Avant met Jacqueline Gray, a model at the time, at an Ebony Fashion Fair in mid-1960s and married her in 1967. They had two children: Music producer-manager Alexander Devore and Nicole Avant, the former U.S. ambassador to the Bahamas and, along with Sarandos, a major fundraiser for Obama. Besides his Rock Hall induction, his honors included two honorary Grammys, an NAACP Image Award and a BET entrepreneur award.
In 2021, Jacqueline Avant was murdered in their Beverly Hills home, her death mourned by Bill Clinton and Magic Johnson among others. Nicole Avant would credit her mother, who became a prominent philanthropist, with bringing to Clarence Avant and other family members “the love and passion and importance of the arts and culture and entertainment.”
Born in 1931, Clarence Avant spent his early years in Greensboro, North Carolina, one of eight children raised by a single mother, and he dropped out of high school to move north. A friend from North Carolina helped him find work managing a lounge in Newark, New Jersey, and he soon got to know Glaser, whose clients ranged from Louis Armstrong to Barbra Streisand, not to mention Al Capone. Through Glaser, Avant found himself in places where Black people rarely had been permitted.

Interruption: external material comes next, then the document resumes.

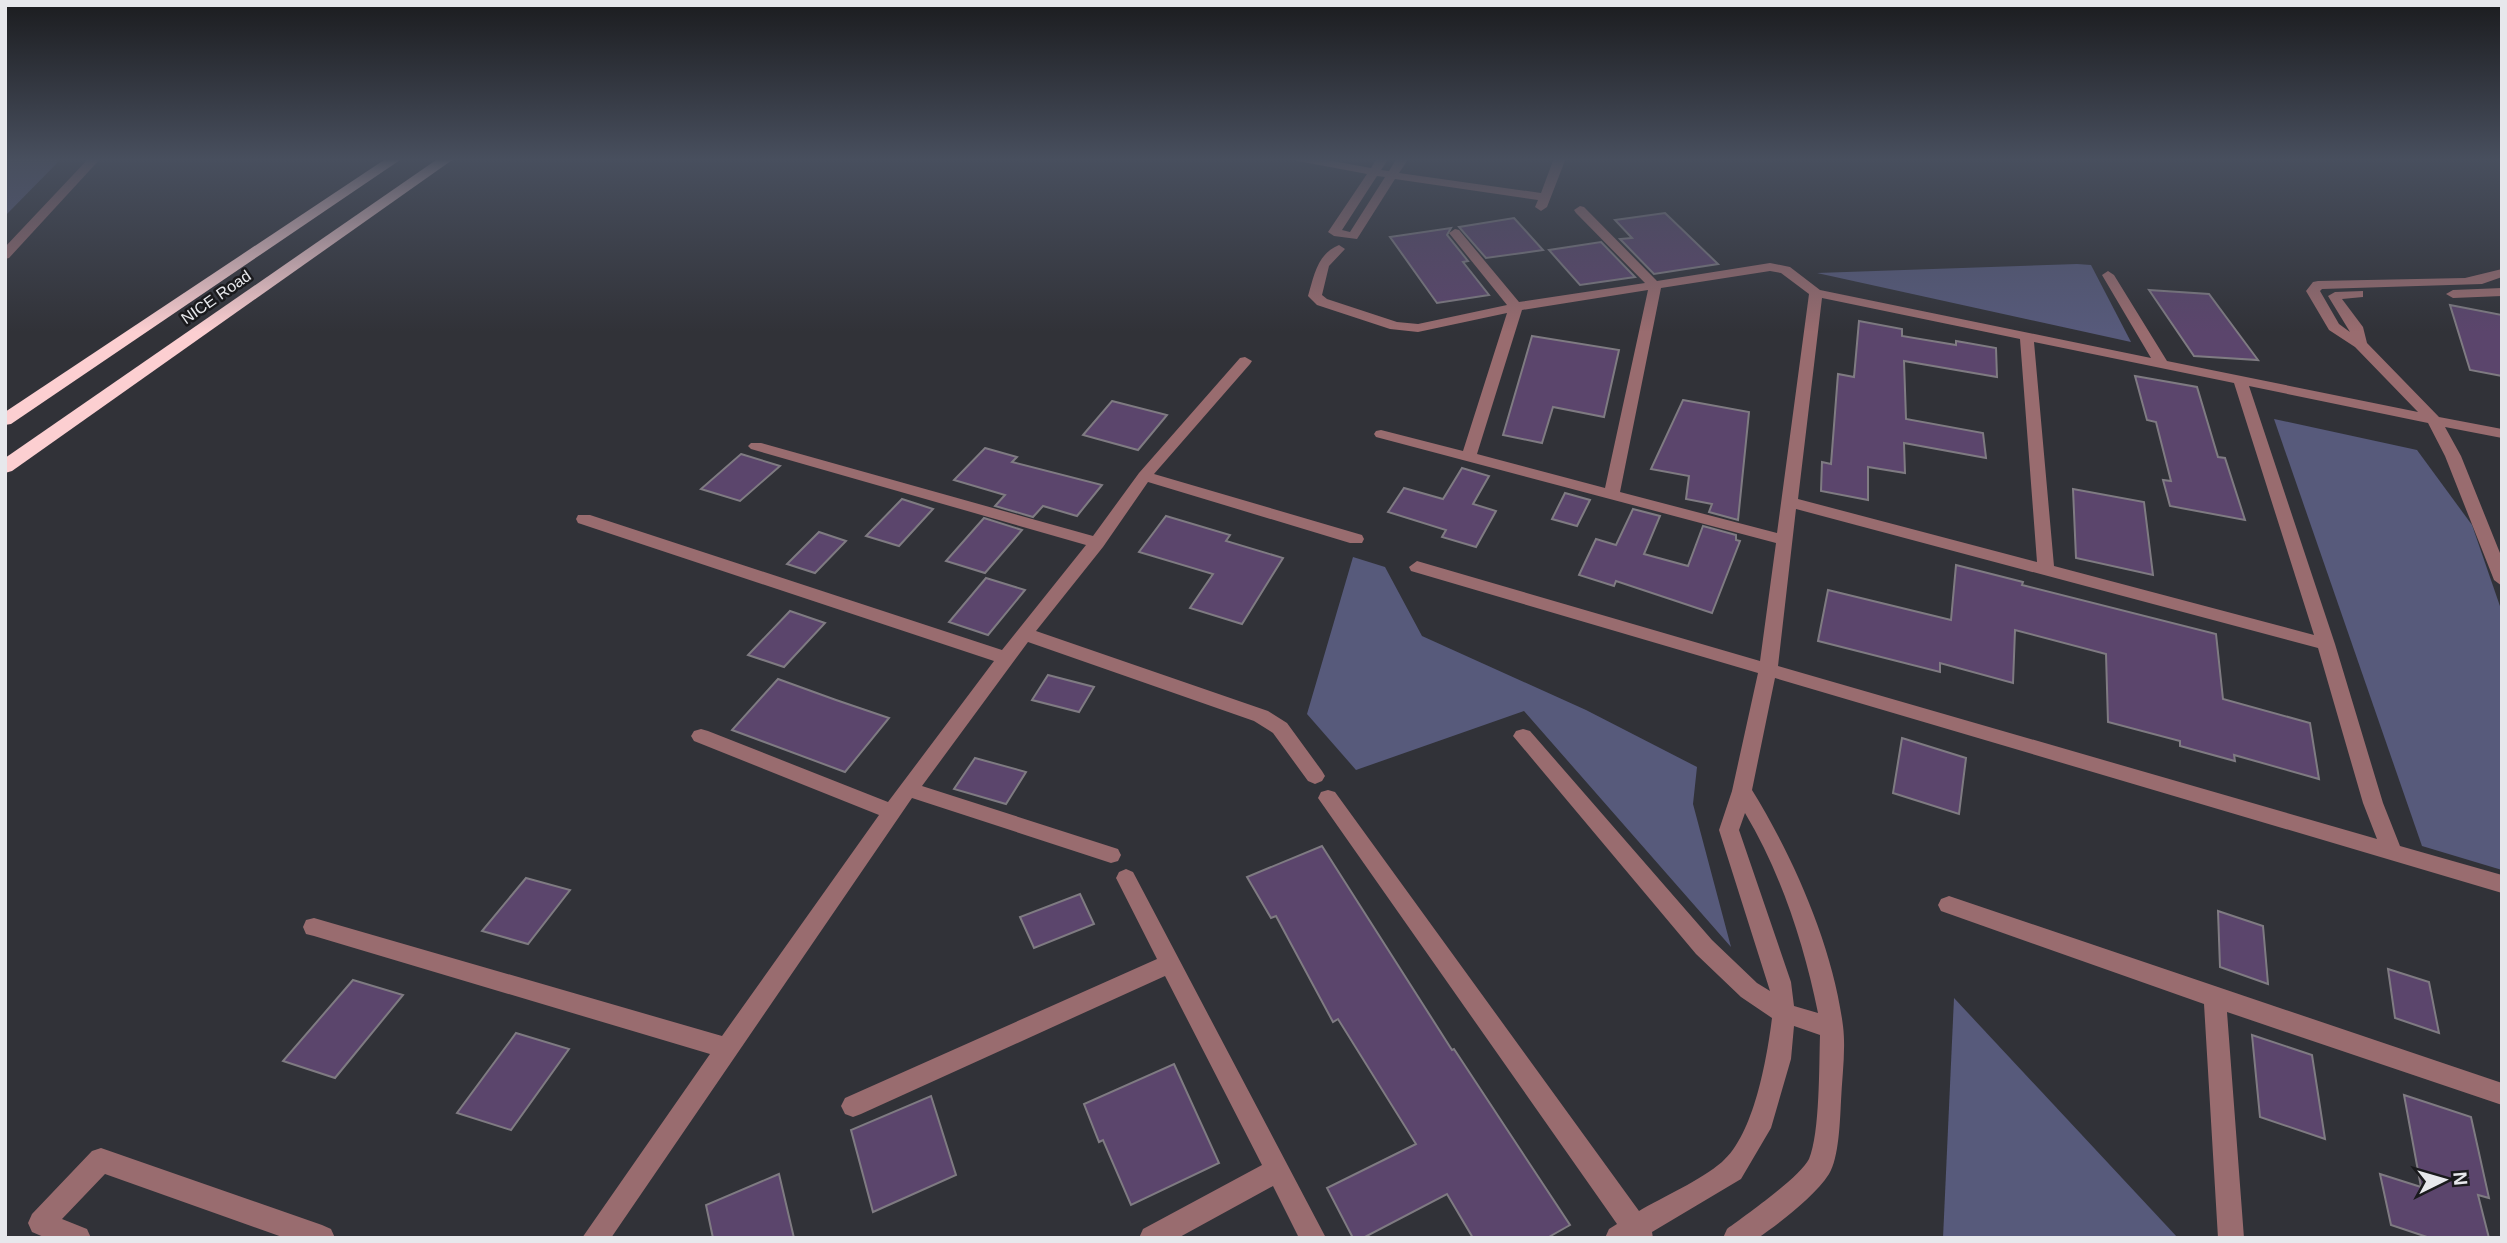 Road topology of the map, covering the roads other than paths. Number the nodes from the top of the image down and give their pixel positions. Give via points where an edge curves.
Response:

“Mr. Glaser would have me go with him to these dog shows,” Avant told Variety in 2016. “And you’ve got to imagine I was the only Black person at the goddamn dog show. He also had these 16 seats behind the visiting dugout at Yankee Stadium, and whenever he’d take me I would try to walk to the back row, and he’d grab me and say, ‘Goddamn it, sit your ass up here with me.’”

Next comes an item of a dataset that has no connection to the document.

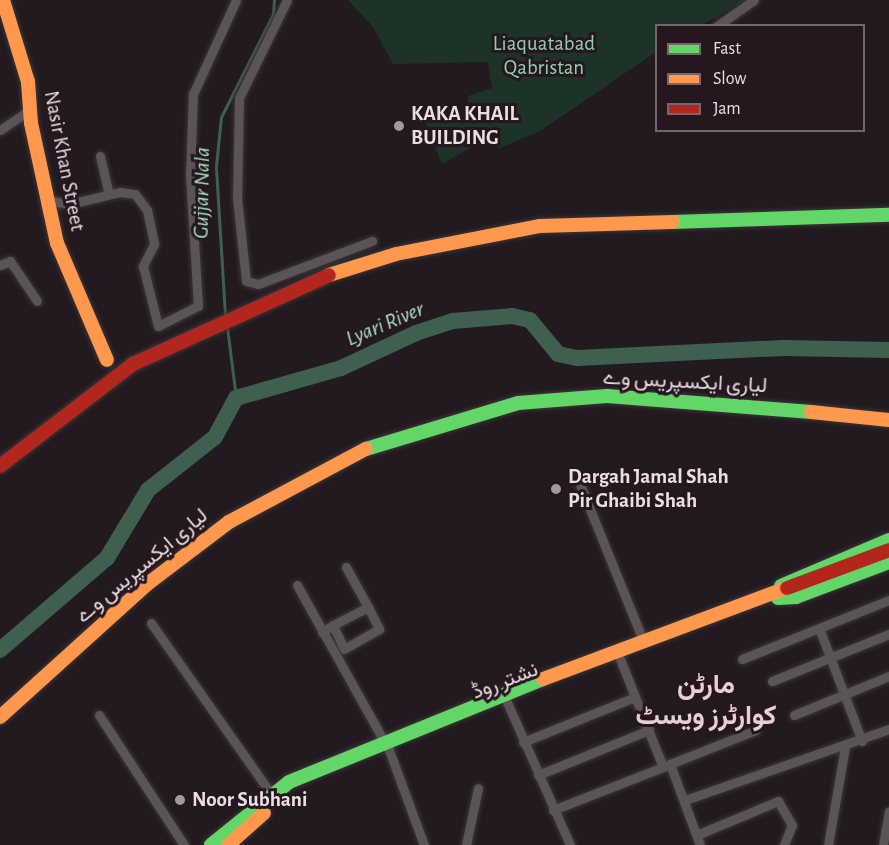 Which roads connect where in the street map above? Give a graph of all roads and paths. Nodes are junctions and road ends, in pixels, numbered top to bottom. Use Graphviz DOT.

Avant became especially close to Jones, their bond formed through a missed record deal. It was the early 1960s, and Jones was a vice president at Mercury Records, one of the industry’s few Black executives. Avant was representing jazz musician Jimmy Smith and had heard that Mercury recently signed Dizzy Gillespie for $100,000. For Smith, Avant aimed much higher, closer to half a million.
“Are you smoking Kool-Aid?” Jones would remember saying to Avant, who then negotiated with Verve Records.

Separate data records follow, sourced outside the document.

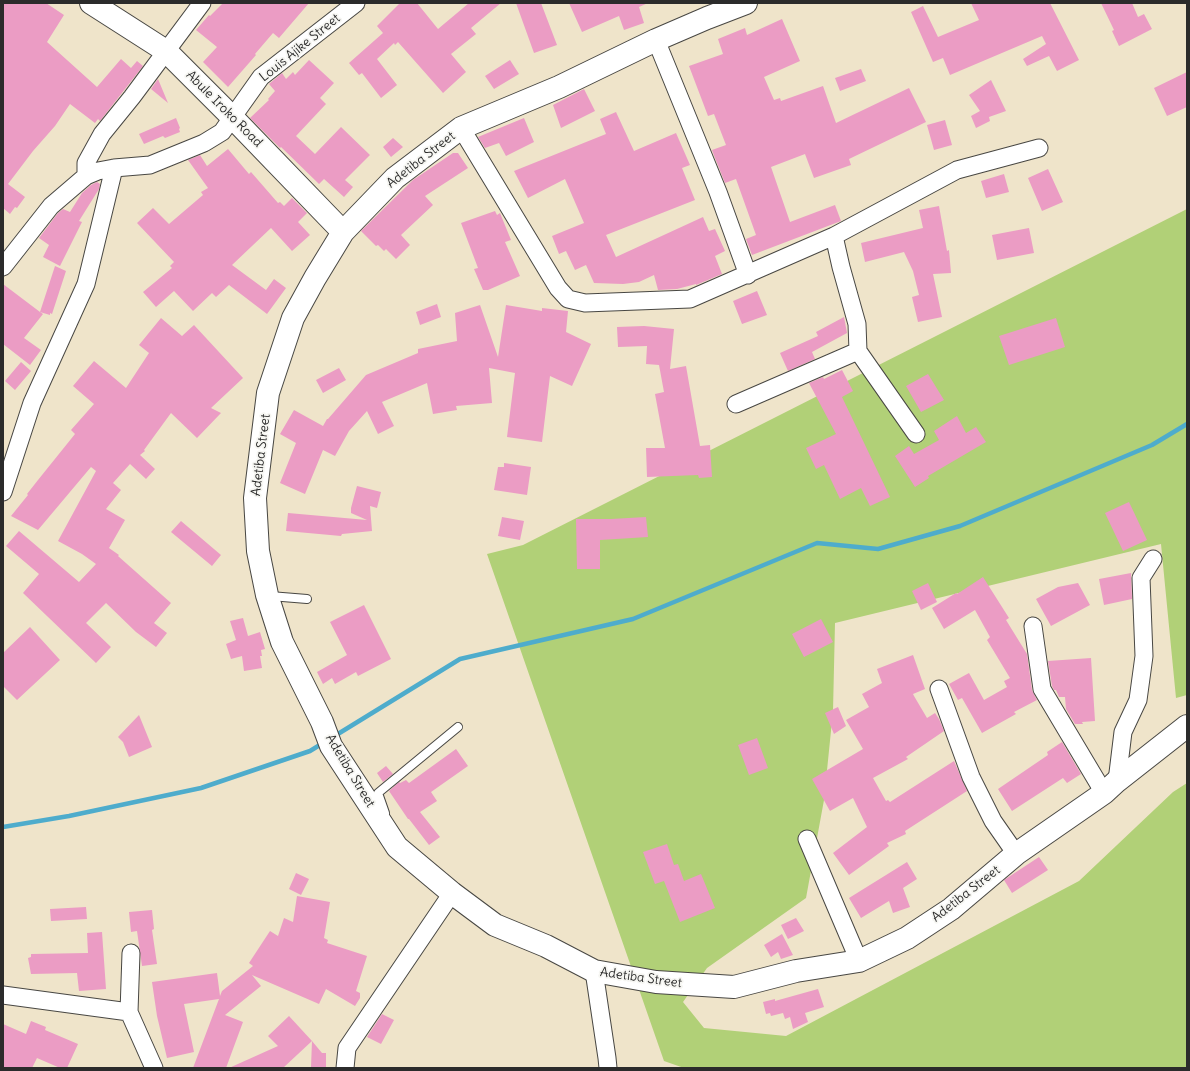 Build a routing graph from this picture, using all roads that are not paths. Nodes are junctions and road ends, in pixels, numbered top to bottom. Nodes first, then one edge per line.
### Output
1 (91, 3) edge
2 (202, 3) edge
3 (356, 3) edge
4 (746, 3) edge
5 (656, 40) junction
6 (166, 51) junction
7 (233, 118) junction
8 (461, 128) junction
9 (1039, 148) dead end
10 (114, 168) junction
11 (86, 176) junction
12 (343, 232) junction
13 (834, 236) junction
14 (3, 267) edge
15 (748, 275) junction
16 (858, 351) junction
17 (736, 404) dead end
18 (916, 434) dead end
19 (3, 492) edge
20 (1153, 560) dead end
21 (267, 595) junction
22 (307, 599) dead end
23 (1033, 626) dead end
24 (939, 689) dead end
25 (1187, 726) edge
26 (458, 727) dead end
27 (1110, 787) junction
28 (808, 840) dead end
29 (398, 847) junction
30 (1016, 854) junction
31 (452, 894) junction
32 (132, 953) dead end
33 (859, 961) junction
34 (594, 972) junction
35 (3, 995) edge
36 (130, 1012) junction
37 (154, 1068) edge
38 (345, 1068) edge
39 (608, 1068) edge

1 - 6 street, Abule Iroko Road
2 - 6 street
3 - 7 street, Louis Ajike Street
4 - 5 street, Adetiba Street
5 - 8 street, Adetiba Street
5 - 15 street
6 - 7 street, Abule Iroko Road
6 - 11 street
7 - 10 street, Louis Ajike Street
7 - 12 street, Abule Iroko Road
8 - 12 street, Adetiba Street
8 - 15 street
9 - 13 street
10 - 11 street, Louis Ajike Street
10 - 19 street
11 - 14 street, Louis Ajike Street
12 - 21 street, Adetiba Street
13 - 15 street
13 - 16 street
16 - 17 street
16 - 18 street
20 - 27 street
21 - 22 lane
21 - 29 street, Adetiba Street
23 - 27 street
24 - 30 street
25 - 27 street, Adetiba Street
26 - 29 lane
27 - 30 street, Adetiba Street
28 - 33 street
29 - 31 street, Adetiba Street
30 - 33 street, Adetiba Street
31 - 34 street, Adetiba Street
31 - 38 street
32 - 36 street
33 - 34 street, Adetiba Street
34 - 39 street
35 - 36 street
36 - 37 street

“He went and got the deal,” Jones, whose collaborations with Avant would include the TV series “Heart and Soul” and the feature film “Stalingrad,” told Billboard in 2006. “I respected him for that.”
As he rose in the entertainment industry, Avant became more active politically. He was an early supporter of Tom Bradley, the first Black mayor of Los Angeles, and served as executive producer of “Save the Children,” a 1973 documentary about a concert fundraiser for the Rev. Jesse Jackson’s “Operation PUSH.” Three years earlier, when he learned that the civil rights leader Andrew Young was running for Congress, in Georgia, he gave him a call.
“He said, ‘In Georgia, you’re running for Congress?’” Young later told CNN. “He said, ‘Well, if you’re crazy enough to run, I’m crazy enough to help you.’”
Avant, whom Young had never met, offered to bring in Isaac Hayes and other entertainers for a benefit and arrange for it to be held at the baseball stadium in Atlanta.
Young had forgotten about their conversation when, a month later, signs promoting the show appeared around town.
“We had about 30,000 people in the pouring down rain,” Young said. “And he never sent us a bill.”